Relatives of missing persons of a capsized boat gather as they wait for rescue workers, at the port city of Rosetta, some 250km north of Cairo, Egypt, 21 September 2016.

Some 33 bodies were recovered on Tuesday when Egyptian authorities raised the wreck of a migrant boat that sunk off the country's north coast last week, a Health Ministry official said.

The grim discovery takes the total toll of the shipwreck to 202, according to figures provided by ministry spokesman Khaled Mogahed.

The tragedy has stirred debate in Egypt about the poor economic prospects that have led mainly young men to risk their lives on dangerous illegal sea crossings to Europe.

President Abdel-Fattah al-Sissi on Monday called on Egyptians to avoid illegal migration, saying: "I tell everyone that our country needs its people."

Some Egyptian media have quoted survivors as saying that there were around 500 people crammed onto the small fishing vessel.

A total of 164 people have been rescued since Saturday, according to officials.

Eritrean, Somali, Syrian and Sudanese citizens as well as Egyptian nationals are reported to have been among the passengers.

Police have arrested a fisherman and his mother in the northern province of Beheira in connection with the accident, as well as four crew members. 

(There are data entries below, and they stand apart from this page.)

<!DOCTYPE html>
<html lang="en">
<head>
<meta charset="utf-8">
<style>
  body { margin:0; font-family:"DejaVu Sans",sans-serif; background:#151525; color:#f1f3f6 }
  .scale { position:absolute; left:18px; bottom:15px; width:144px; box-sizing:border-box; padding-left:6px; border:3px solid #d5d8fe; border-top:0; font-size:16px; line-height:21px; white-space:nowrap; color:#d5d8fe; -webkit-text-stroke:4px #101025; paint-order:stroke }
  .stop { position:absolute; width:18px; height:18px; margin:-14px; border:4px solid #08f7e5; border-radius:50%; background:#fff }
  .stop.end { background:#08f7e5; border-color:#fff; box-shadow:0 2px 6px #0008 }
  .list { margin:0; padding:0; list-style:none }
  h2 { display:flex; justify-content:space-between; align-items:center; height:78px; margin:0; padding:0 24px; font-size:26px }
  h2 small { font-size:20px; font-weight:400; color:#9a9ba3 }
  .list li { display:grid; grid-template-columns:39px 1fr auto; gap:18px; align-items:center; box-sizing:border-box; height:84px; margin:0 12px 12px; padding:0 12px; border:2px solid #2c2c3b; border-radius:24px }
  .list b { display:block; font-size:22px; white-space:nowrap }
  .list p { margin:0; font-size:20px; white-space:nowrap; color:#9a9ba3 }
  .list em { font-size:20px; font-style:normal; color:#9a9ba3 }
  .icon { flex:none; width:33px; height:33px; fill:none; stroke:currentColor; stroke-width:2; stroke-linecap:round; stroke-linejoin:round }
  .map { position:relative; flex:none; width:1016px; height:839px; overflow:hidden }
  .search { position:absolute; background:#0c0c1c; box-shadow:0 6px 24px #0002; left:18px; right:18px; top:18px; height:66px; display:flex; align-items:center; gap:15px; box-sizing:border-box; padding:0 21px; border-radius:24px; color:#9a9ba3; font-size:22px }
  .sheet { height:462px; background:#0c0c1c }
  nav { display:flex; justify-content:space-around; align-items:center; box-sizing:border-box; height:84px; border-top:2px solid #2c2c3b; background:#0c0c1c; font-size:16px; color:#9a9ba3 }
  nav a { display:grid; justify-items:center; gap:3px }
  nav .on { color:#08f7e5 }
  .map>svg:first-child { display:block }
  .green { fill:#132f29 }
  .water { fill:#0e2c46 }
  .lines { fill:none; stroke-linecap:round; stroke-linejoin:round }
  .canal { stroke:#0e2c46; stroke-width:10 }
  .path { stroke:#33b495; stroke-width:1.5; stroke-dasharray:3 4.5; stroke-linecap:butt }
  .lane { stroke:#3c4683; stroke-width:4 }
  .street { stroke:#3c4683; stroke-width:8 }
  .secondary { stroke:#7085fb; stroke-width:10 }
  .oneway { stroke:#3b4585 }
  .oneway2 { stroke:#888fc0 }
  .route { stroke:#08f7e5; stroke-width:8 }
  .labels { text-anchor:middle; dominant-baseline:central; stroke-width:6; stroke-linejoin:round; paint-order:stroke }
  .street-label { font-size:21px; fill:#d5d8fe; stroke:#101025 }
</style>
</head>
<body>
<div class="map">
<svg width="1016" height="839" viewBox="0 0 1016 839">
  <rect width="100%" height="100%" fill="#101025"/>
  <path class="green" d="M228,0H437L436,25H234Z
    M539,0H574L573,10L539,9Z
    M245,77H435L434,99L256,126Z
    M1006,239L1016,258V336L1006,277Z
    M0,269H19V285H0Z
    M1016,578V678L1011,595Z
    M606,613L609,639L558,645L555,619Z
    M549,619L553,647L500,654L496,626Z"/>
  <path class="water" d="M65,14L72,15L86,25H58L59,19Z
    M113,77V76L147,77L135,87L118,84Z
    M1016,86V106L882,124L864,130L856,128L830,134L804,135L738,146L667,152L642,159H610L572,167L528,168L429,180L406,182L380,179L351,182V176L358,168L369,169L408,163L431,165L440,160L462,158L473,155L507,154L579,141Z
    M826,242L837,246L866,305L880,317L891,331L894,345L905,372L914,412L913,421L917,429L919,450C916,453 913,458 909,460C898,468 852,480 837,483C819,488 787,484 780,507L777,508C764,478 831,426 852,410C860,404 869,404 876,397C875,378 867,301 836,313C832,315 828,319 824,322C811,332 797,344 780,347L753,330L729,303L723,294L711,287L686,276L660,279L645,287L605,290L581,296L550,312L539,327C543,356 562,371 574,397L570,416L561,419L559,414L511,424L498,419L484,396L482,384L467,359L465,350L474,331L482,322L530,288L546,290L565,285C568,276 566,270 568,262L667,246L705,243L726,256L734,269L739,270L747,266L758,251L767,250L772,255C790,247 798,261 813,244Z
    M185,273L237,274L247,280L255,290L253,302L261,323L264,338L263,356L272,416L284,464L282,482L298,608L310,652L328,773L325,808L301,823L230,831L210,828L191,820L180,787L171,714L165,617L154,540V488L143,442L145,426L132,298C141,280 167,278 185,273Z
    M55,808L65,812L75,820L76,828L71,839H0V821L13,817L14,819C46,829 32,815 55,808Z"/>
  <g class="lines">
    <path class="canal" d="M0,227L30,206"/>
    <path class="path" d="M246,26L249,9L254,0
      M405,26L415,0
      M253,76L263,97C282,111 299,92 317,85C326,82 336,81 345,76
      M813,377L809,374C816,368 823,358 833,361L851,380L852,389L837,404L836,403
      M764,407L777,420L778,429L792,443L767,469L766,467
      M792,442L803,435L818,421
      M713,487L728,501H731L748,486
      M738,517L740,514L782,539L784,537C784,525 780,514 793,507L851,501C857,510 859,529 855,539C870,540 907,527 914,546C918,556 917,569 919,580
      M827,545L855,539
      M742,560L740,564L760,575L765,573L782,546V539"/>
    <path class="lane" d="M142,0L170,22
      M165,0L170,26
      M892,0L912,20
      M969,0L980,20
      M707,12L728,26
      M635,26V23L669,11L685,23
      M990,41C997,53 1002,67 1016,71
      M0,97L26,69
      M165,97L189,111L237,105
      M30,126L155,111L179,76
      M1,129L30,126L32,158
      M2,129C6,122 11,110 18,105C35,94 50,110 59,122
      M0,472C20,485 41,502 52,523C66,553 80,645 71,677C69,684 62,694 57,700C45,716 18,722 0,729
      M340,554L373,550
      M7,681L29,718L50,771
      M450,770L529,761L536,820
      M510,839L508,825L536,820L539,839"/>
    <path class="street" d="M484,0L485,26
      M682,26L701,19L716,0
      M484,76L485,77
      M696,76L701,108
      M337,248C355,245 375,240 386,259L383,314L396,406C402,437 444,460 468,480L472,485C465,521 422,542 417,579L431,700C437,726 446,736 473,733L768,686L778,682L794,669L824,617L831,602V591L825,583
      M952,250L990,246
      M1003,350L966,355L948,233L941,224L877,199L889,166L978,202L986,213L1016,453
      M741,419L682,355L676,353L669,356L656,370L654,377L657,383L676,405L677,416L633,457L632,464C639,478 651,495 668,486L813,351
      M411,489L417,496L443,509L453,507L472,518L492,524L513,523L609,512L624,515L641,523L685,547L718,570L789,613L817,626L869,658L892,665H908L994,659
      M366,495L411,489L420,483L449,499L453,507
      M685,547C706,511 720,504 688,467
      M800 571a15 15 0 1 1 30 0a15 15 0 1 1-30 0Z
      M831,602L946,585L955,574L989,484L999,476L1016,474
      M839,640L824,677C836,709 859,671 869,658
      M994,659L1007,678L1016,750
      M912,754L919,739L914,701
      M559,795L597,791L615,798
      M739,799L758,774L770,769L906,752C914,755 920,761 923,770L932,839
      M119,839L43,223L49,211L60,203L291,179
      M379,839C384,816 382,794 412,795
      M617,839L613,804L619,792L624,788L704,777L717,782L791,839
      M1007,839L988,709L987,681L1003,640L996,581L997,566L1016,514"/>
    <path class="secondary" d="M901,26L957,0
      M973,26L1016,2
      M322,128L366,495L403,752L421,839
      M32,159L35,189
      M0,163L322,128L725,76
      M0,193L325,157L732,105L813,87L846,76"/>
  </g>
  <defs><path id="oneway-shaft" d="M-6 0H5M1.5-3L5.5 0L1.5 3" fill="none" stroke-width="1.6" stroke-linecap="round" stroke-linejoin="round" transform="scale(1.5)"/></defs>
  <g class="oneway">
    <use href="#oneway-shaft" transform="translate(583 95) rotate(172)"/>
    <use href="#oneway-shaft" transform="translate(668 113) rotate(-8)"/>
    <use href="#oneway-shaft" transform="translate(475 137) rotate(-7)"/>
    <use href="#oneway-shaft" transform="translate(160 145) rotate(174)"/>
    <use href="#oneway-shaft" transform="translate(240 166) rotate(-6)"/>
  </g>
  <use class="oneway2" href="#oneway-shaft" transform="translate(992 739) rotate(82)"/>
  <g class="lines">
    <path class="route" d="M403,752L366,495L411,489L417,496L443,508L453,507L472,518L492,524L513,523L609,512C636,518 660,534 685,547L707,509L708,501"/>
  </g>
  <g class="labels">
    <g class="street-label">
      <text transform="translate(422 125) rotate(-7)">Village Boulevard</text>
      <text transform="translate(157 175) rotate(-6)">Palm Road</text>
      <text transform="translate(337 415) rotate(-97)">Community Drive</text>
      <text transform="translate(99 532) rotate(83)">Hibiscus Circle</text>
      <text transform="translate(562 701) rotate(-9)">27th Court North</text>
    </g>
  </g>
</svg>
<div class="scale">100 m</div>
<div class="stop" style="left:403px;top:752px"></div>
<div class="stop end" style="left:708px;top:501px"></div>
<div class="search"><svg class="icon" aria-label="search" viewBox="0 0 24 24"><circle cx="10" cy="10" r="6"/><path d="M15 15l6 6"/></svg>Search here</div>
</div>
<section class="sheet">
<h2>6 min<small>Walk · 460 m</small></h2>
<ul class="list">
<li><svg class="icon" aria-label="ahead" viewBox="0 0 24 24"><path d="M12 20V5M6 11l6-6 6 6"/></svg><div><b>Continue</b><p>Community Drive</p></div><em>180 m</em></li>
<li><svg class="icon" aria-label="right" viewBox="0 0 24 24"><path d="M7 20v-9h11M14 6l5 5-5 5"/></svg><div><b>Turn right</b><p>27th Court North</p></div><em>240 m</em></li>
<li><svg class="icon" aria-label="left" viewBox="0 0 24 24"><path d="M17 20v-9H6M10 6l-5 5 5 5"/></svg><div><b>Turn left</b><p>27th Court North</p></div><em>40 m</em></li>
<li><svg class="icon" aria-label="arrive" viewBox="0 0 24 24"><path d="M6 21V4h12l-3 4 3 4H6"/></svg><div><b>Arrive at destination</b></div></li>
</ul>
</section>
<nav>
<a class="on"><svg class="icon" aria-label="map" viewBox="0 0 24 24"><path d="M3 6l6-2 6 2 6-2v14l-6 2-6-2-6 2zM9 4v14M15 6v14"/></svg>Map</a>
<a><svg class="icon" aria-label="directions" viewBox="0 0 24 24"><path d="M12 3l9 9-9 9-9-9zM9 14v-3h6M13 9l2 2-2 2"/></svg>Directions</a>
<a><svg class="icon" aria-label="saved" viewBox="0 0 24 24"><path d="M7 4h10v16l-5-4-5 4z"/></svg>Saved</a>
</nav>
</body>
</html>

Local media reports said the mother-son duo was arrested for using their fishing boat to ferry migrants from the shore to the ship before its fatal journey.

In recent years, Egypt has seen an increase in migrants trying to travel across the Mediterranean Sea to Europe.

Regional turmoil and high unemployment rates are believed to be the main motivating factors for the risky journeys.

Egypt's economy has been in decline since the unrest that followed the 2011 uprising.

Unemployment is officially estimated at nearly 13 per cent in the country of 91 million people.

Al-Sissi promised that a "comprehensive project" would soon be completed near the area of the shipwreck providing thousands of jobs, especially for young people.

Egypt also lies on migration routes from war-torn Sudan and Somalia, as well as from Eritrea where many citizens seek to escape a repressive regime and indefinite terms of compulsory military service.